(Saved entries)
- - - - - - -

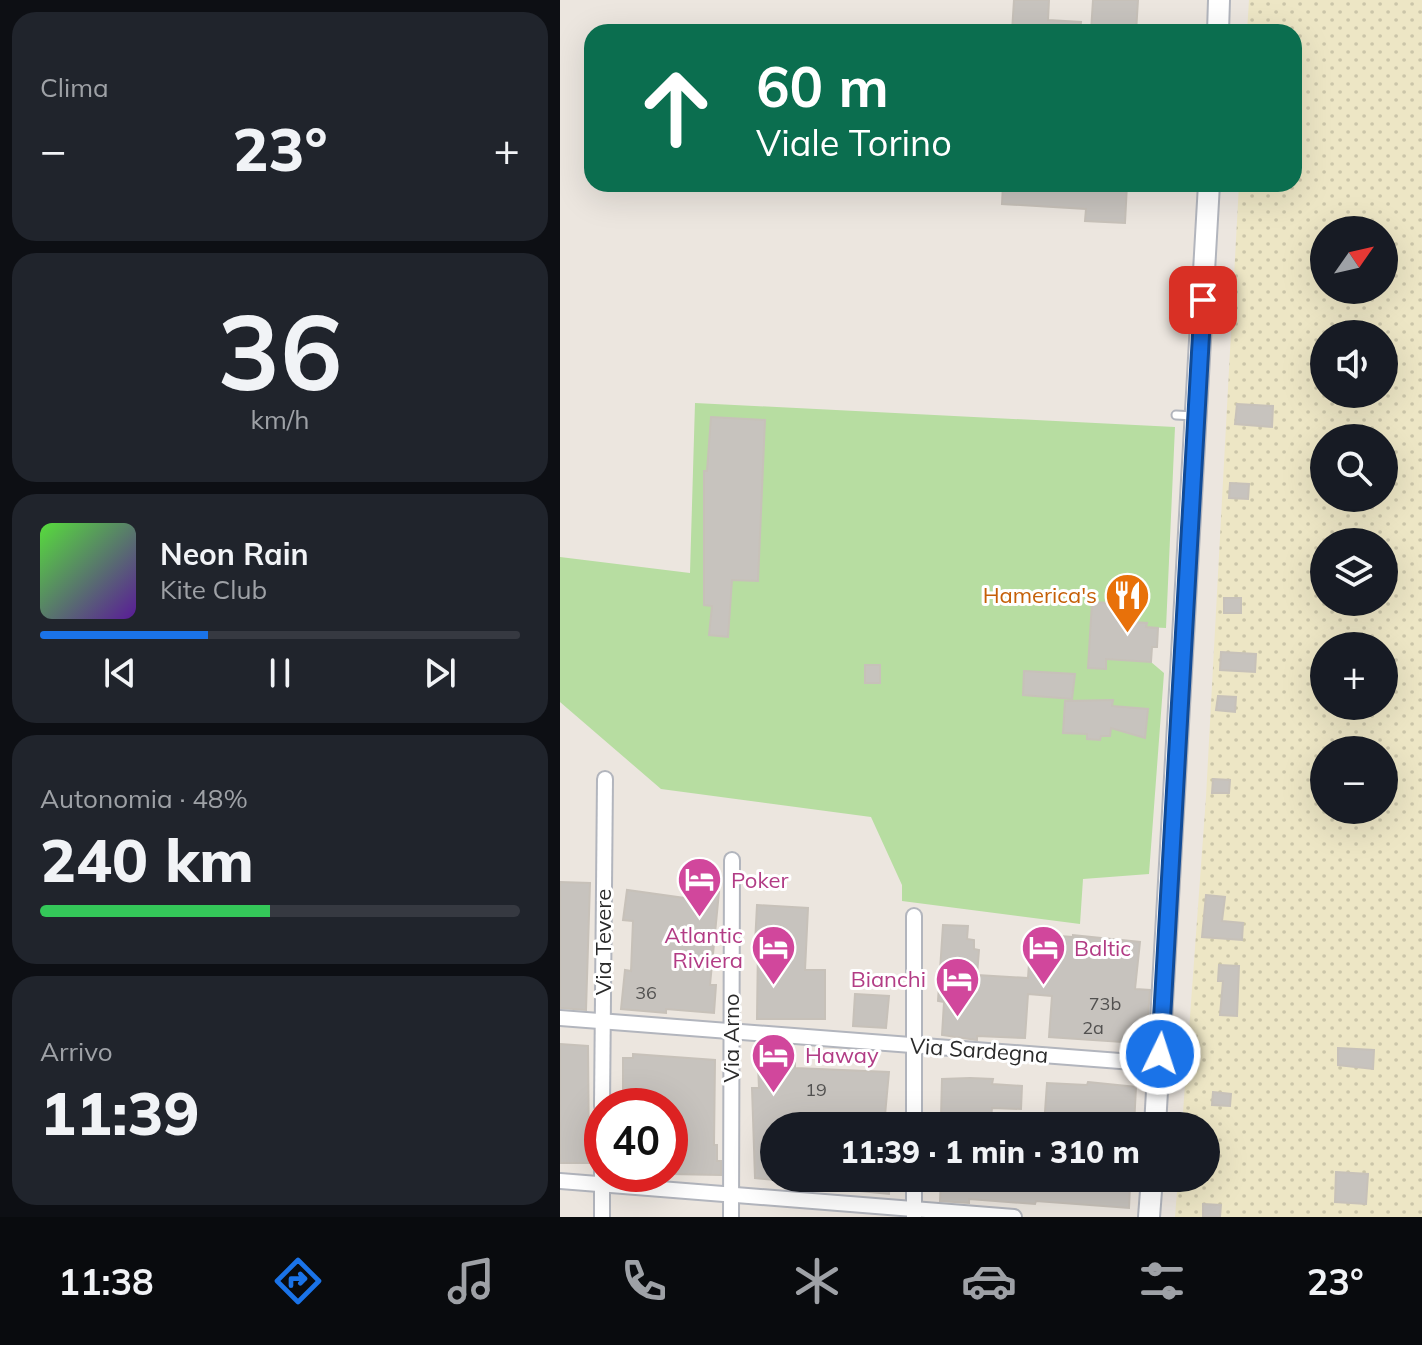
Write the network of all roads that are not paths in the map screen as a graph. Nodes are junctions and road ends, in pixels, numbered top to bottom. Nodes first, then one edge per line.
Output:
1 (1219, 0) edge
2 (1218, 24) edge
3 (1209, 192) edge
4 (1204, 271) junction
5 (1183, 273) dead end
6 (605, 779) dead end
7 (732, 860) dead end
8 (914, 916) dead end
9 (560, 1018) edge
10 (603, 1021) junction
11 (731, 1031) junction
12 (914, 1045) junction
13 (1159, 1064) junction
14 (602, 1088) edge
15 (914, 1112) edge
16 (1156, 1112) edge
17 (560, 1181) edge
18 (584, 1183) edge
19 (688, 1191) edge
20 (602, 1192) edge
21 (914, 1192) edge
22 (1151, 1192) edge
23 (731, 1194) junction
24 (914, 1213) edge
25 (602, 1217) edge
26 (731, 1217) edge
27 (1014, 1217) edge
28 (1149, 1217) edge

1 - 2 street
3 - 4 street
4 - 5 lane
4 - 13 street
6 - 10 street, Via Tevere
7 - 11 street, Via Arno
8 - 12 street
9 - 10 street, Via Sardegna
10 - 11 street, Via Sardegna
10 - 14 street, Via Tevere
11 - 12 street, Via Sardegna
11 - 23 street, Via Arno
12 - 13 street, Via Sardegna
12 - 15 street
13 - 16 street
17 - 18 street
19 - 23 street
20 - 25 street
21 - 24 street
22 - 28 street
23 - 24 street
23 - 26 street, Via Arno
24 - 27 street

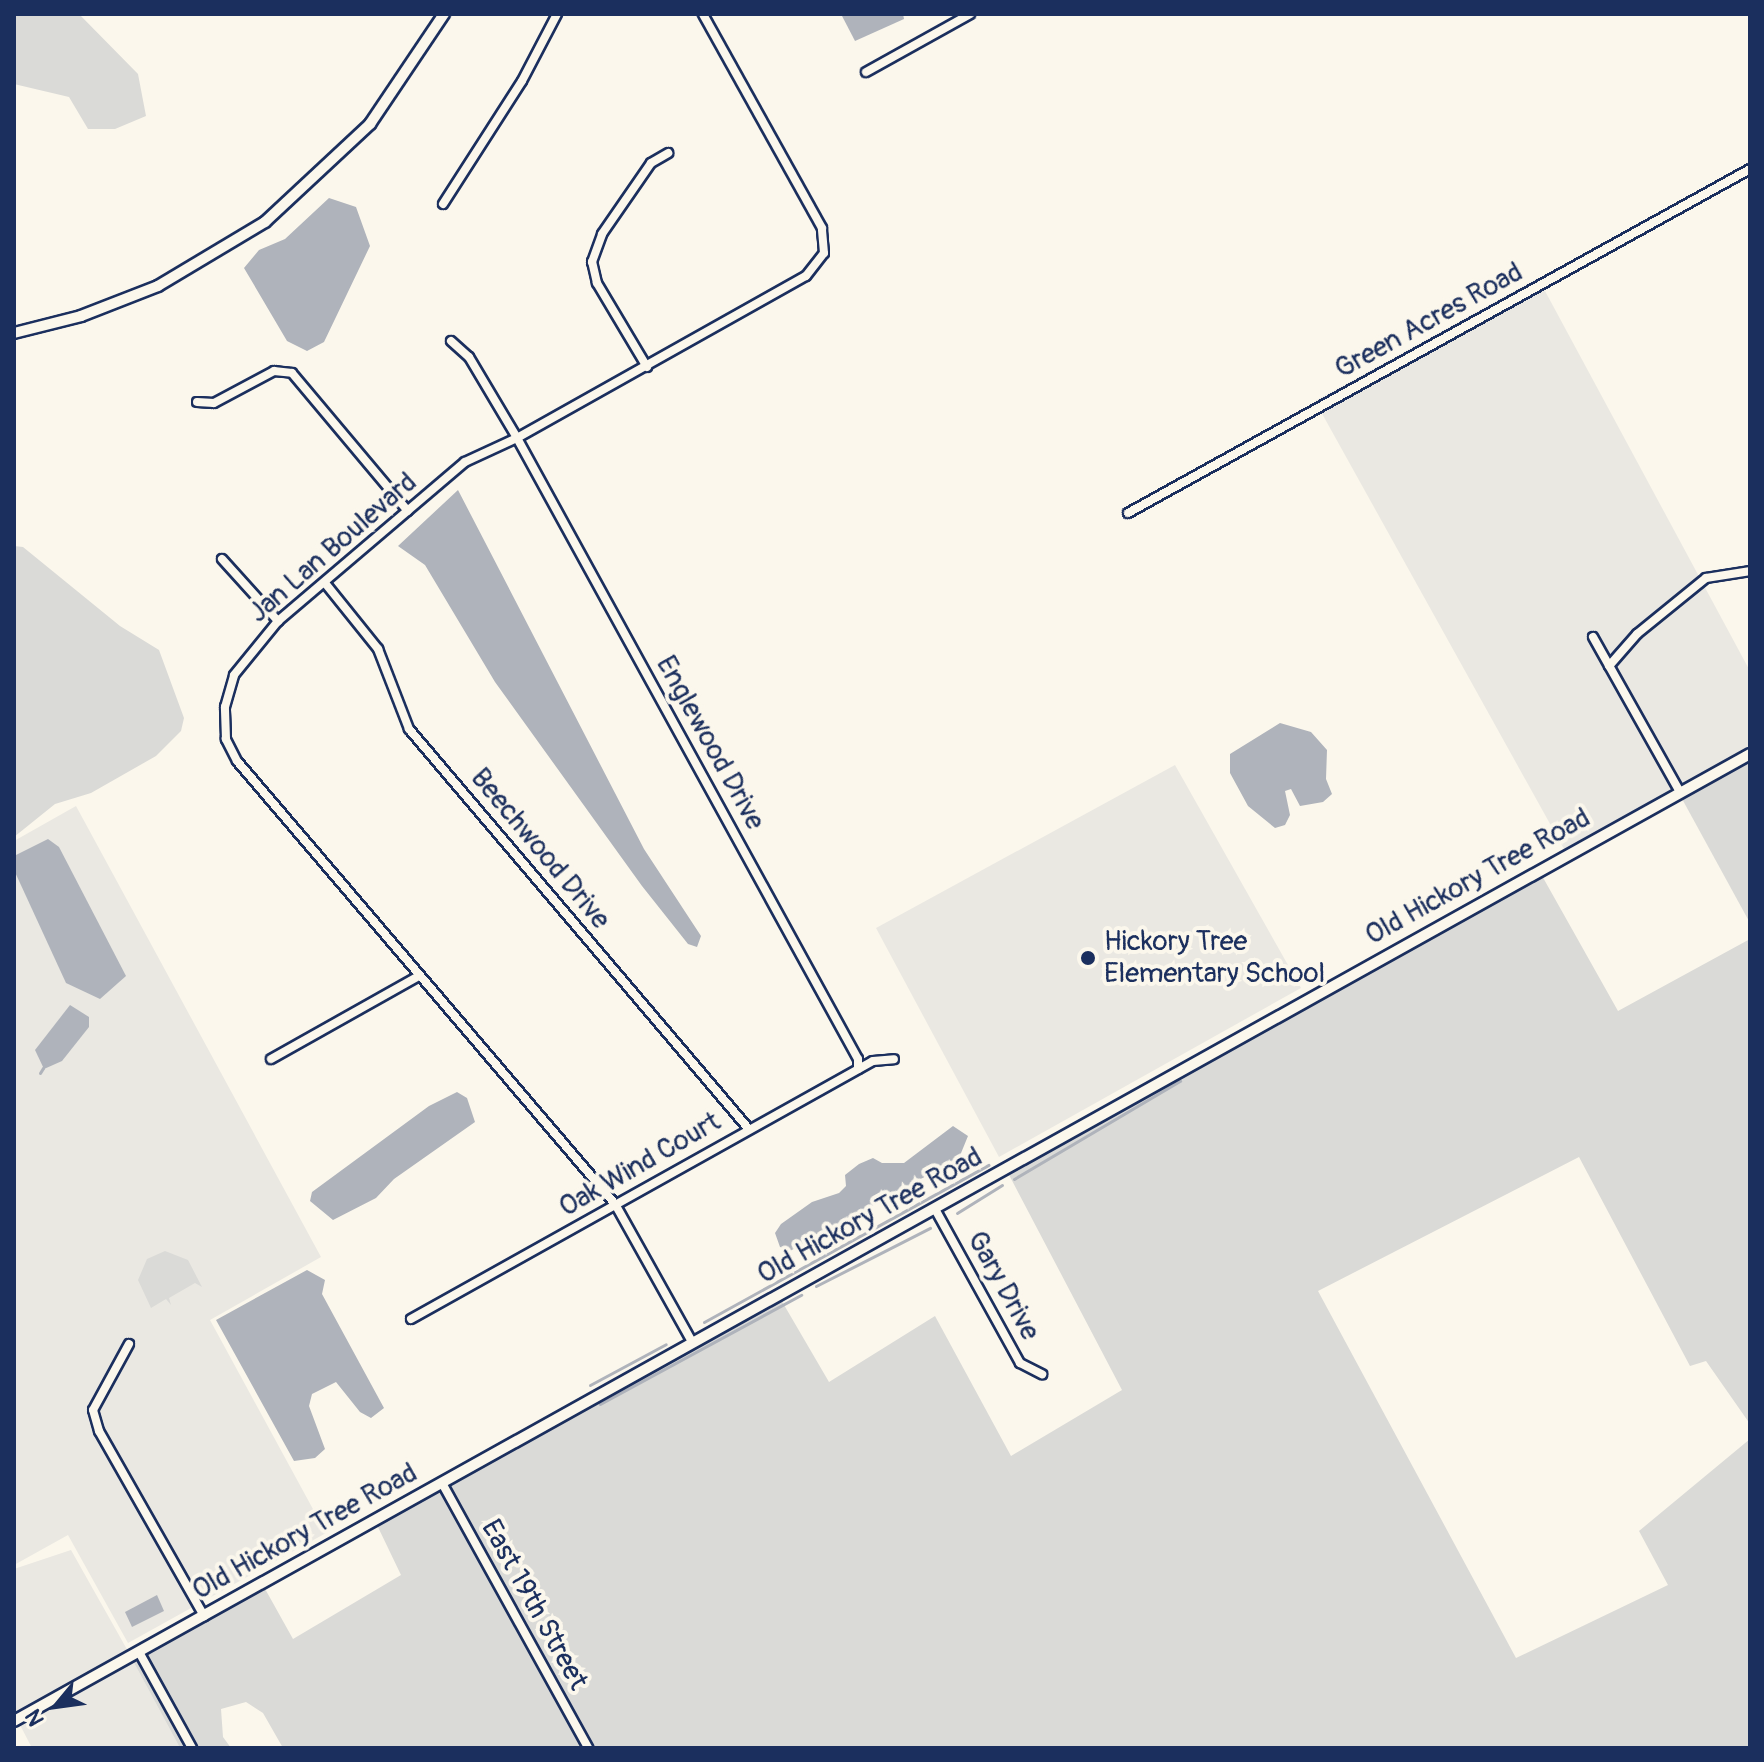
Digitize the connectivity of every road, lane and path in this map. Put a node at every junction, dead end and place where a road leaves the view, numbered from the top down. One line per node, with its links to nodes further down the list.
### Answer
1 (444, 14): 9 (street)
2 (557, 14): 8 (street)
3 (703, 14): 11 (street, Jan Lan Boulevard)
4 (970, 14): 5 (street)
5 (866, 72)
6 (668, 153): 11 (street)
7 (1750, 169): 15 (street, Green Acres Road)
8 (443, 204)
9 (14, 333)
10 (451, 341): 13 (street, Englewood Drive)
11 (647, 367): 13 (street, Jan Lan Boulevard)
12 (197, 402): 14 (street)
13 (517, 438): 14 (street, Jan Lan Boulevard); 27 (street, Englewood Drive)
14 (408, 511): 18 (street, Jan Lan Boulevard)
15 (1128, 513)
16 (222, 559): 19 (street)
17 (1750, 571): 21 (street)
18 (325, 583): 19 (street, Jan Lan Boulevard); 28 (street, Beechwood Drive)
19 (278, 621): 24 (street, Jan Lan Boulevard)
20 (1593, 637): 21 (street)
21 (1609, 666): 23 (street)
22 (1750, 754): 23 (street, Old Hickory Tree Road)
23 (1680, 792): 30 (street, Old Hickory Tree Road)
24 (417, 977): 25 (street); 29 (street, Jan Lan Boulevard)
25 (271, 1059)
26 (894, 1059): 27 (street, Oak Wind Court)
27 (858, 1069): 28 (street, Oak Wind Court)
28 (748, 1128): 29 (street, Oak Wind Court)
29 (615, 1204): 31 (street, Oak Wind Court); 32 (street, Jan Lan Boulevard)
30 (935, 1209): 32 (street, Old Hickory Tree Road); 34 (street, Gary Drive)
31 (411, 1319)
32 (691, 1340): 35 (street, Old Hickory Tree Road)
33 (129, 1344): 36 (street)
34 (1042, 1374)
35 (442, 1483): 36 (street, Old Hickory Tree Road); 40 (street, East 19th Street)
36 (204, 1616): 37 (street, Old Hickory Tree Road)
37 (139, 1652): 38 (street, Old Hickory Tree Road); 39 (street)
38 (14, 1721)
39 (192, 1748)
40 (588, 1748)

- - - - - - -

Problem details: Repeat the preceding records exactly but drop the images.

Task response:
Write the network of all roads that are not paths in the map screen as a graph. Nodes are junctions and road ends, in pixels, numbered top to bottom. Nodes first, then one edge per line.
Output:
1 (1219, 0) edge
2 (1218, 24) edge
3 (1209, 192) edge
4 (1204, 271) junction
5 (1183, 273) dead end
6 (605, 779) dead end
7 (732, 860) dead end
8 (914, 916) dead end
9 (560, 1018) edge
10 (603, 1021) junction
11 (731, 1031) junction
12 (914, 1045) junction
13 (1159, 1064) junction
14 (602, 1088) edge
15 (914, 1112) edge
16 (1156, 1112) edge
17 (560, 1181) edge
18 (584, 1183) edge
19 (688, 1191) edge
20 (602, 1192) edge
21 (914, 1192) edge
22 (1151, 1192) edge
23 (731, 1194) junction
24 (914, 1213) edge
25 (602, 1217) edge
26 (731, 1217) edge
27 (1014, 1217) edge
28 (1149, 1217) edge

1 - 2 street
3 - 4 street
4 - 5 lane
4 - 13 street
6 - 10 street, Via Tevere
7 - 11 street, Via Arno
8 - 12 street
9 - 10 street, Via Sardegna
10 - 11 street, Via Sardegna
10 - 14 street, Via Tevere
11 - 12 street, Via Sardegna
11 - 23 street, Via Arno
12 - 13 street, Via Sardegna
12 - 15 street
13 - 16 street
17 - 18 street
19 - 23 street
20 - 25 street
21 - 24 street
22 - 28 street
23 - 24 street
23 - 26 street, Via Arno
24 - 27 street

Digitize the connectivity of every road, lane and path in this map. Put a node at every junction, dead end and place where a road leaves the view, numbered from the top down. One line per node, with its links to nodes further down the list.
### Answer
1 (444, 14): 9 (street)
2 (557, 14): 8 (street)
3 (703, 14): 11 (street, Jan Lan Boulevard)
4 (970, 14): 5 (street)
5 (866, 72)
6 (668, 153): 11 (street)
7 (1750, 169): 15 (street, Green Acres Road)
8 (443, 204)
9 (14, 333)
10 (451, 341): 13 (street, Englewood Drive)
11 (647, 367): 13 (street, Jan Lan Boulevard)
12 (197, 402): 14 (street)
13 (517, 438): 14 (street, Jan Lan Boulevard); 27 (street, Englewood Drive)
14 (408, 511): 18 (street, Jan Lan Boulevard)
15 (1128, 513)
16 (222, 559): 19 (street)
17 (1750, 571): 21 (street)
18 (325, 583): 19 (street, Jan Lan Boulevard); 28 (street, Beechwood Drive)
19 (278, 621): 24 (street, Jan Lan Boulevard)
20 (1593, 637): 21 (street)
21 (1609, 666): 23 (street)
22 (1750, 754): 23 (street, Old Hickory Tree Road)
23 (1680, 792): 30 (street, Old Hickory Tree Road)
24 (417, 977): 25 (street); 29 (street, Jan Lan Boulevard)
25 (271, 1059)
26 (894, 1059): 27 (street, Oak Wind Court)
27 (858, 1069): 28 (street, Oak Wind Court)
28 (748, 1128): 29 (street, Oak Wind Court)
29 (615, 1204): 31 (street, Oak Wind Court); 32 (street, Jan Lan Boulevard)
30 (935, 1209): 32 (street, Old Hickory Tree Road); 34 (street, Gary Drive)
31 (411, 1319)
32 (691, 1340): 35 (street, Old Hickory Tree Road)
33 (129, 1344): 36 (street)
34 (1042, 1374)
35 (442, 1483): 36 (street, Old Hickory Tree Road); 40 (street, East 19th Street)
36 (204, 1616): 37 (street, Old Hickory Tree Road)
37 (139, 1652): 38 (street, Old Hickory Tree Road); 39 (street)
38 (14, 1721)
39 (192, 1748)
40 (588, 1748)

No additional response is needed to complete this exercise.